HR6190-118

1. Cybersecurity prioritization in information technology procurement It is the sense of Congress that— the Department has not sufficiently emphasized cybersecurity in its operations or in its procurement of information technology, and that these shortcomings have contributed to numerous cybersecurity incidents at the Department; and the Department should prioritize, to the highest level and to a greater extent than it already does, the minimization of cybersecurity risks in its procurement of information technology. The Chief Information Officer in the Bureau of Information Resources Management shall submit to the appropriate congressional committees an annual report that— describes all Department information technology procurement contracts awarded in the year prior to the issuance of the report, including the name of the awardee and the information technology they were contracted to procure; for all Department information technology procurement contracts awarded in the year prior to the issuance of the report with contract price exceeding $10 million— details the cybersecurity risks which have been or will be created by the information technology procured or intended to be procured under the contract, including the Department’s strategy for mitigating these risks; justifies the Department’s choice to award the contract to its particular awardee in light of those cybersecurity risks; and justifies the Department’s choice to procure such information technology in light of those cybersecurity risks.
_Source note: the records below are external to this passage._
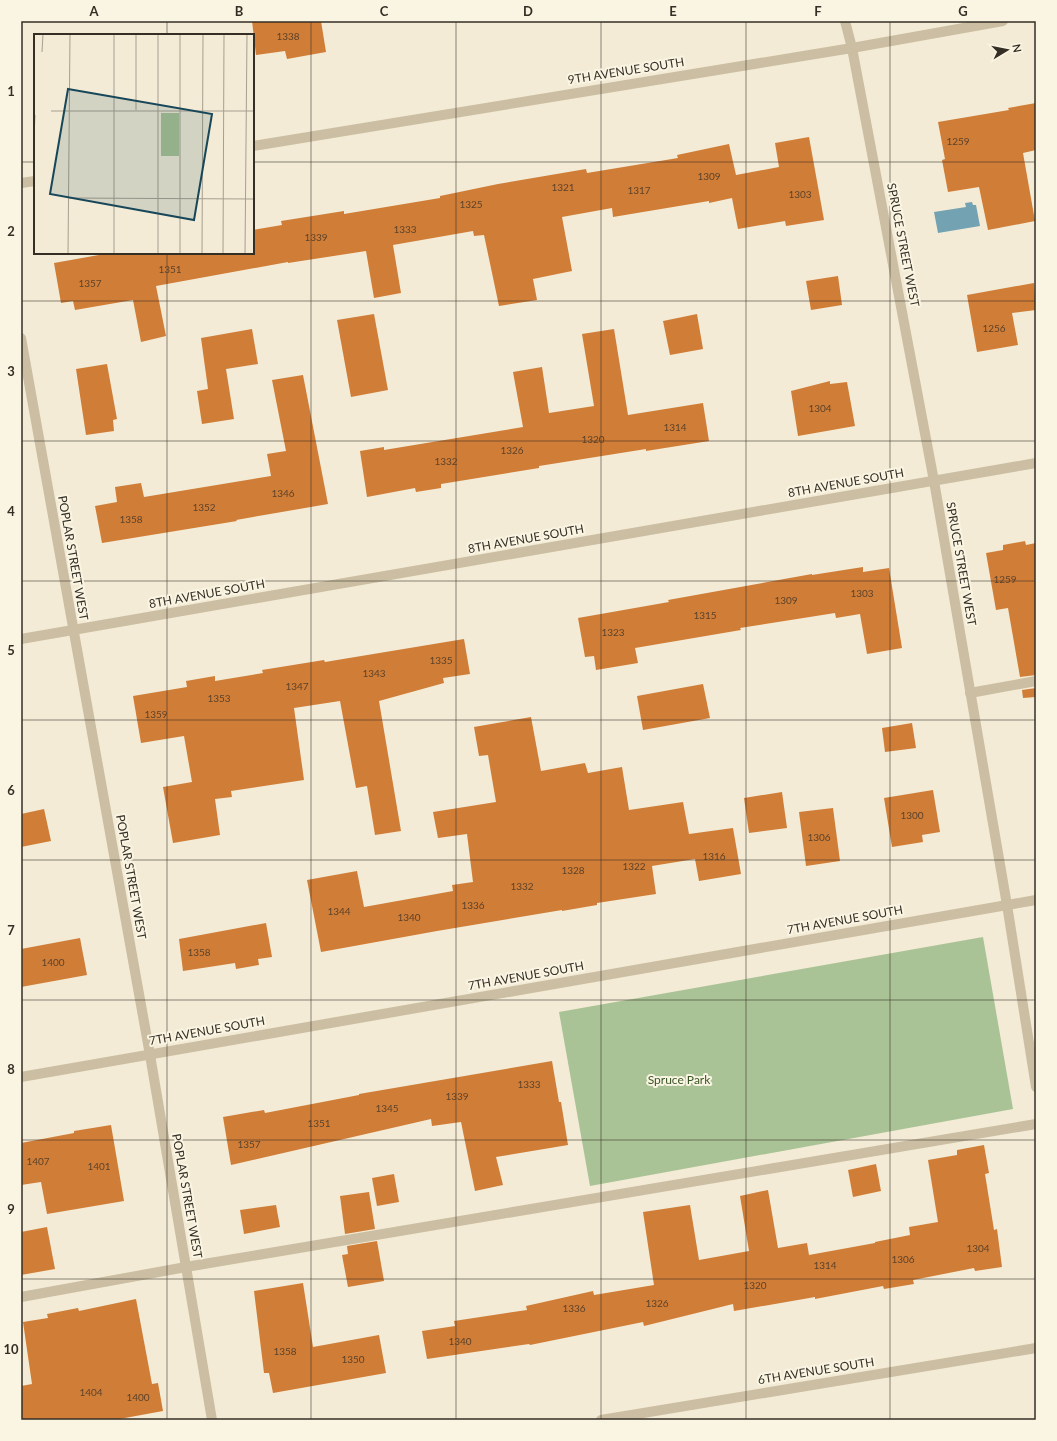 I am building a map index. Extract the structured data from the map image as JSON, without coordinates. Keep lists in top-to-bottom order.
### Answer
{
  "streets": {
    "street": [
      "9TH AVENUE SOUTH",
      "SPRUCE STREET WEST",
      "8TH AVENUE SOUTH",
      "POPLAR STREET WEST",
      "7TH AVENUE SOUTH",
      "6TH AVENUE SOUTH"
    ]
  },
  "crossings": [
    ["9TH AVENUE SOUTH", "SPRUCE STREET WEST"],
    ["SPRUCE STREET WEST", "8TH AVENUE SOUTH"],
    ["SPRUCE STREET WEST", "7TH AVENUE SOUTH"],
    ["8TH AVENUE SOUTH", "POPLAR STREET WEST"],
    ["POPLAR STREET WEST", "7TH AVENUE SOUTH"]
  ],
  "parks": ["Spruce Park"],
  "house_numbers": [
    "1338",
    "1259",
    "1309",
    "1321",
    "1317",
    "1303",
    "1325",
    "1333",
    "1339",
    "1351",
    "1357",
    "1256",
    "1304",
    "1314",
    "1320",
    "1326",
    "1332",
    "1346",
    "1352",
    "1358",
    "1259",
    "1303",
    "1309",
    "1315",
    "1323",
    "1335",
    "1343",
    "1347",
    "1353",
    "1359",
    "1300",
    "1306",
    "1316",
    "1322",
    "1328",
    "1332",
    "1336",
    "1344",
    "1340",
    "1358",
    "1400",
    "1333",
    "1339",
    "1345",
    "1351",
    "1357",
    "1407",
    "1401",
    "1304",
    "1306",
    "1314",
    "1320",
    "1326",
    "1336",
    "1340",
    "1358",
    "1350",
    "1404",
    "1400"
  ],
  "north": "right",
  "grid": {
    "columns": [
      "A",
      "B",
      "C",
      "D",
      "E",
      "F",
      "G"
    ],
    "rows": [
      "1",
      "2",
      "3",
      "4",
      "5",
      "6",
      "7",
      "8",
      "9",
      "10"
    ]
  }
} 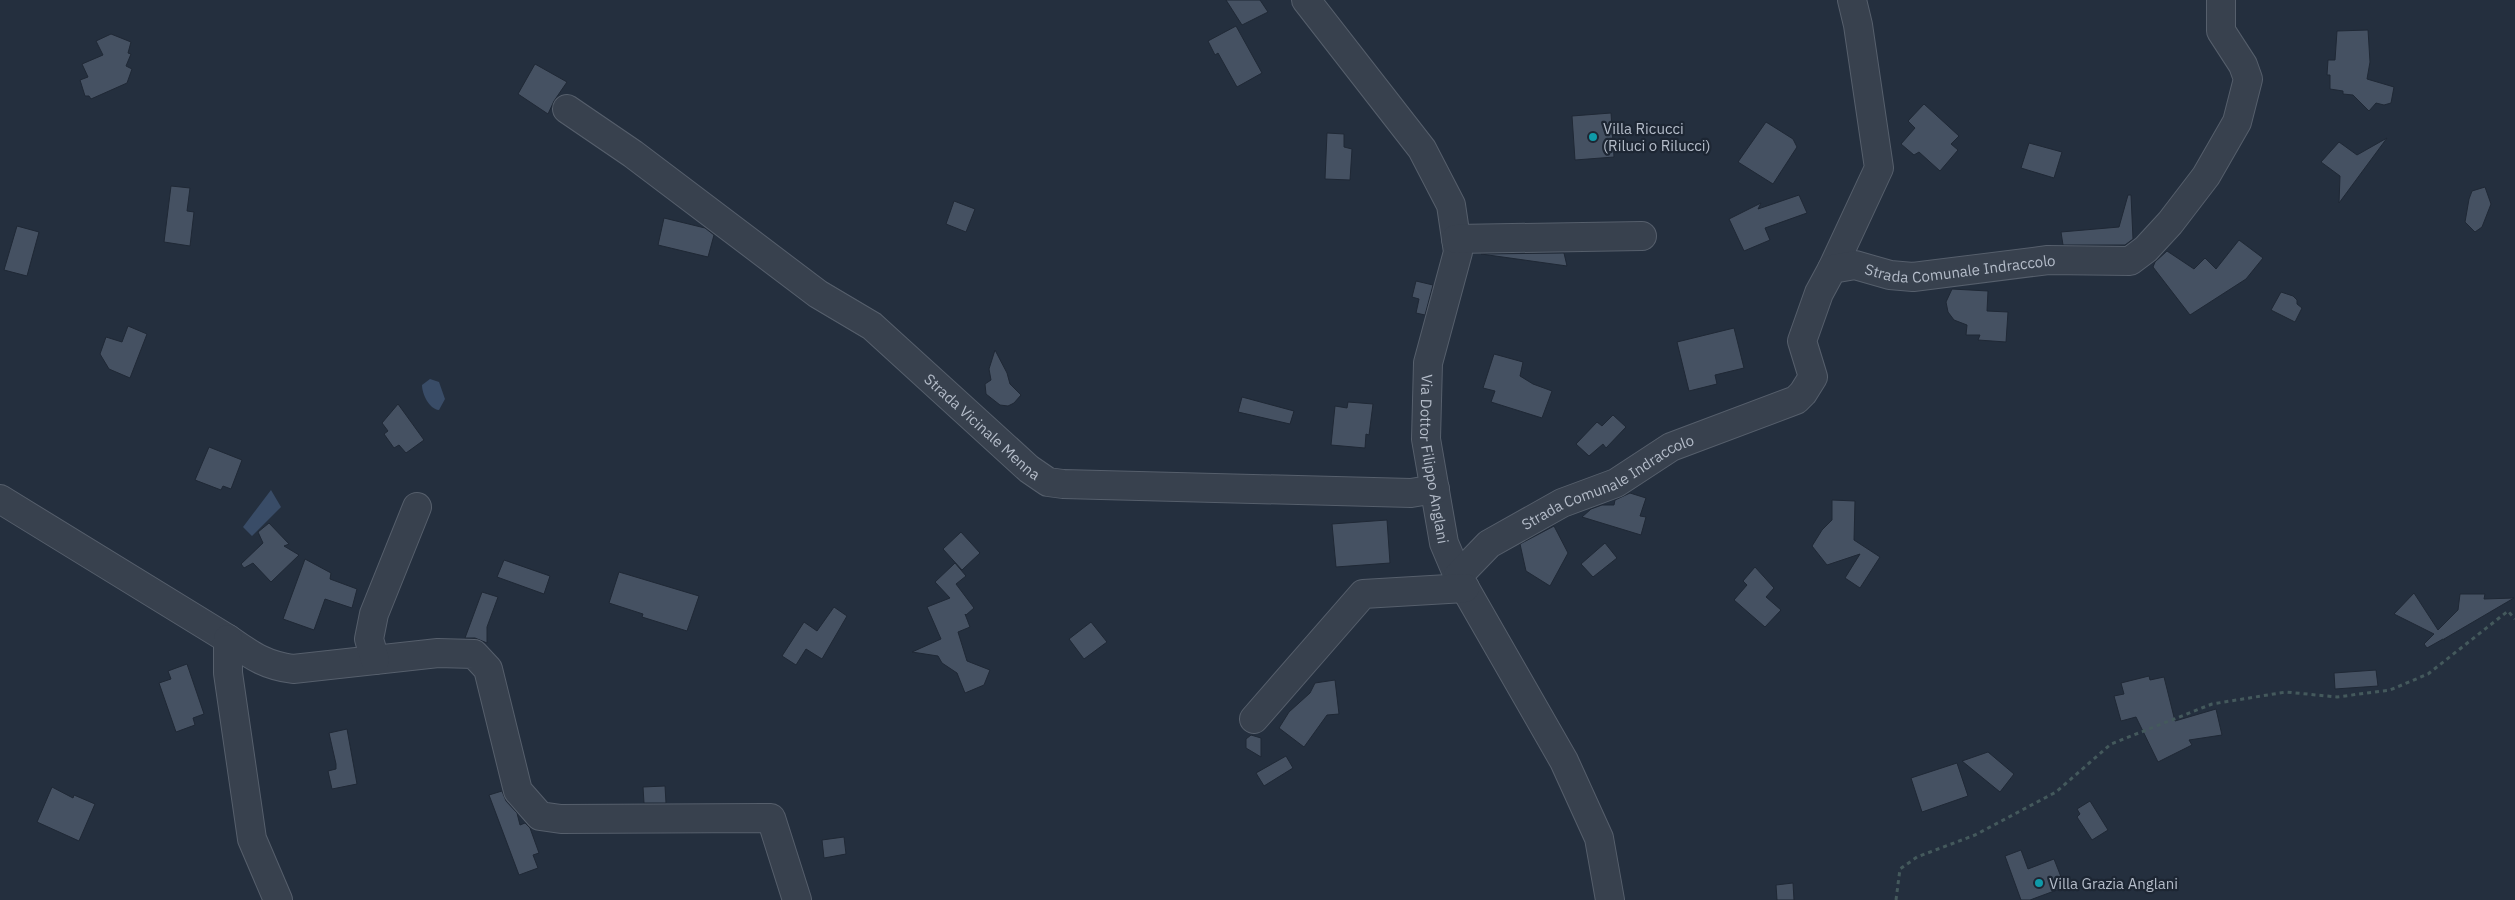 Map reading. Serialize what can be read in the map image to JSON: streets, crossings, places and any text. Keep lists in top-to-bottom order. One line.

In this section— the term “appropriate congressional committees” means— the Committee on Foreign Affairs of the House of Representatives; and the Committee on Foreign Relations of the Senate; the term “cybersecurity incident” has the meaning given the term “incident” in section 3552 of title 44, United States Code; the term “cybersecurity risk” has the meaning given that term in section 2200 of the Homeland Security Act of 2002 (6 U.S.C. 650), except that such term refers exclusively to cybersecurity risks to the Department’s information and information systems; the term “Department” means the Department of State; the term “information system” has the meaning given that term in section 3502 of title 44, United States Code; and the term “information technology” has the meaning given that term in section 11101 of title 40, United States Code.